** Exercise details **
Because the pictures are not wanted, give back only the exact text of every entry below.

** Given records **
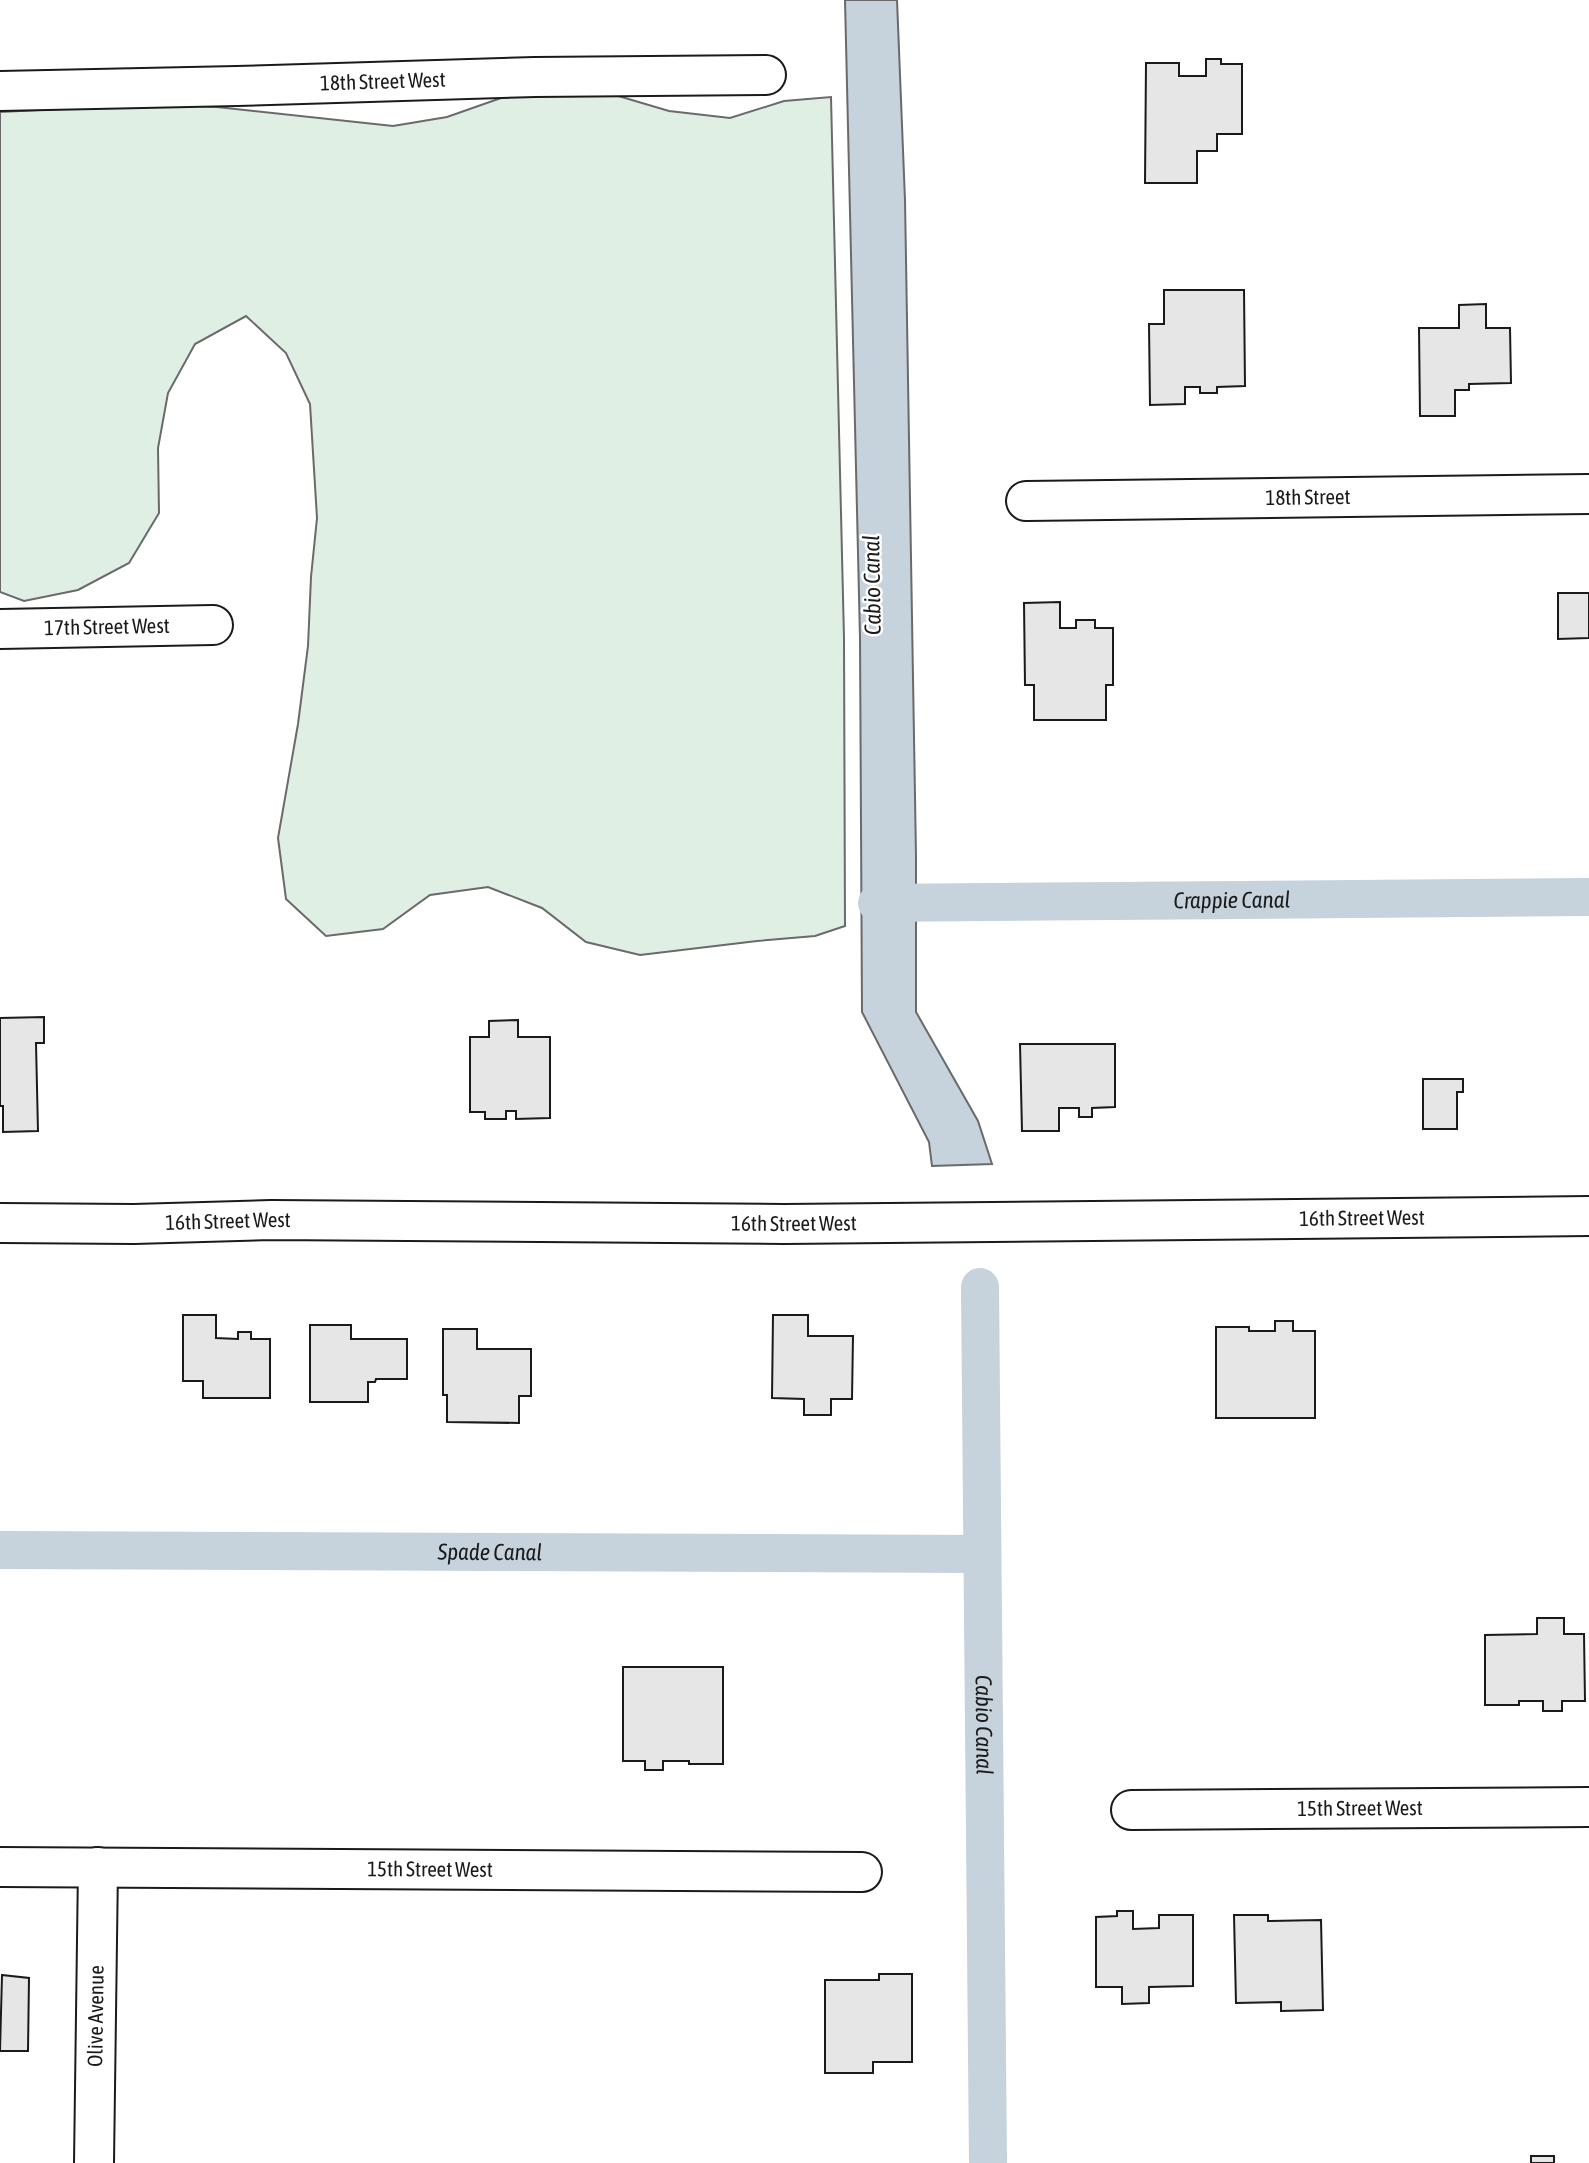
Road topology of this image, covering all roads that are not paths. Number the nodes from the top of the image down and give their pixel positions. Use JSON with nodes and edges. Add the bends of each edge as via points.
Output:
{"nodes":[{"id":1,"x":766,"y":75,"type":"dead end"},
{"id":2,"x":0,"y":91,"type":"edge"},
{"id":3,"x":1589,"y":494,"type":"edge"},
{"id":4,"x":1026,"y":501,"type":"dead end"},
{"id":5,"x":213,"y":625,"type":"dead end"},
{"id":6,"x":0,"y":629,"type":"edge"},
{"id":7,"x":1589,"y":1216,"type":"edge"},
{"id":8,"x":0,"y":1223,"type":"edge"},
{"id":9,"x":1589,"y":1807,"type":"edge"},
{"id":10,"x":1131,"y":1810,"type":"dead end"},
{"id":11,"x":0,"y":1867,"type":"edge"},
{"id":12,"x":97,"y":1867,"type":"junction"},
{"id":13,"x":862,"y":1872,"type":"dead end"},
{"id":14,"x":94,"y":2163,"type":"edge"}],
"edges":[{"from":1,"to":2,"type":"street","name":"18th Street West","via":[[535,76]]},
{"from":3,"to":4,"type":"street","name":"18th Street"},
{"from":5,"to":6,"type":"street","name":"17th Street West"},
{"from":7,"to":8,"type":"street","name":"16th Street West","via":[[784,1224]]},
{"from":9,"to":10,"type":"street","name":"15th Street West"},
{"from":11,"to":12,"type":"street","name":"15th Street West"},
{"from":12,"to":13,"type":"street","name":"15th Street West"},
{"from":12,"to":14,"type":"street","name":"Olive Avenue"}]}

** Exercise response **
Road topology of this image, covering all roads that are not paths. Number the nodes from the top of the image down and give their pixel positions. Use JSON with nodes and edges. Add the bends of each edge as via points.
Output:
{"nodes":[{"id":1,"x":766,"y":75,"type":"dead end"},
{"id":2,"x":0,"y":91,"type":"edge"},
{"id":3,"x":1589,"y":494,"type":"edge"},
{"id":4,"x":1026,"y":501,"type":"dead end"},
{"id":5,"x":213,"y":625,"type":"dead end"},
{"id":6,"x":0,"y":629,"type":"edge"},
{"id":7,"x":1589,"y":1216,"type":"edge"},
{"id":8,"x":0,"y":1223,"type":"edge"},
{"id":9,"x":1589,"y":1807,"type":"edge"},
{"id":10,"x":1131,"y":1810,"type":"dead end"},
{"id":11,"x":0,"y":1867,"type":"edge"},
{"id":12,"x":97,"y":1867,"type":"junction"},
{"id":13,"x":862,"y":1872,"type":"dead end"},
{"id":14,"x":94,"y":2163,"type":"edge"}],
"edges":[{"from":1,"to":2,"type":"street","name":"18th Street West","via":[[535,76]]},
{"from":3,"to":4,"type":"street","name":"18th Street"},
{"from":5,"to":6,"type":"street","name":"17th Street West"},
{"from":7,"to":8,"type":"street","name":"16th Street West","via":[[784,1224]]},
{"from":9,"to":10,"type":"street","name":"15th Street West"},
{"from":11,"to":12,"type":"street","name":"15th Street West"},
{"from":12,"to":13,"type":"street","name":"15th Street West"},
{"from":12,"to":14,"type":"street","name":"Olive Avenue"}]}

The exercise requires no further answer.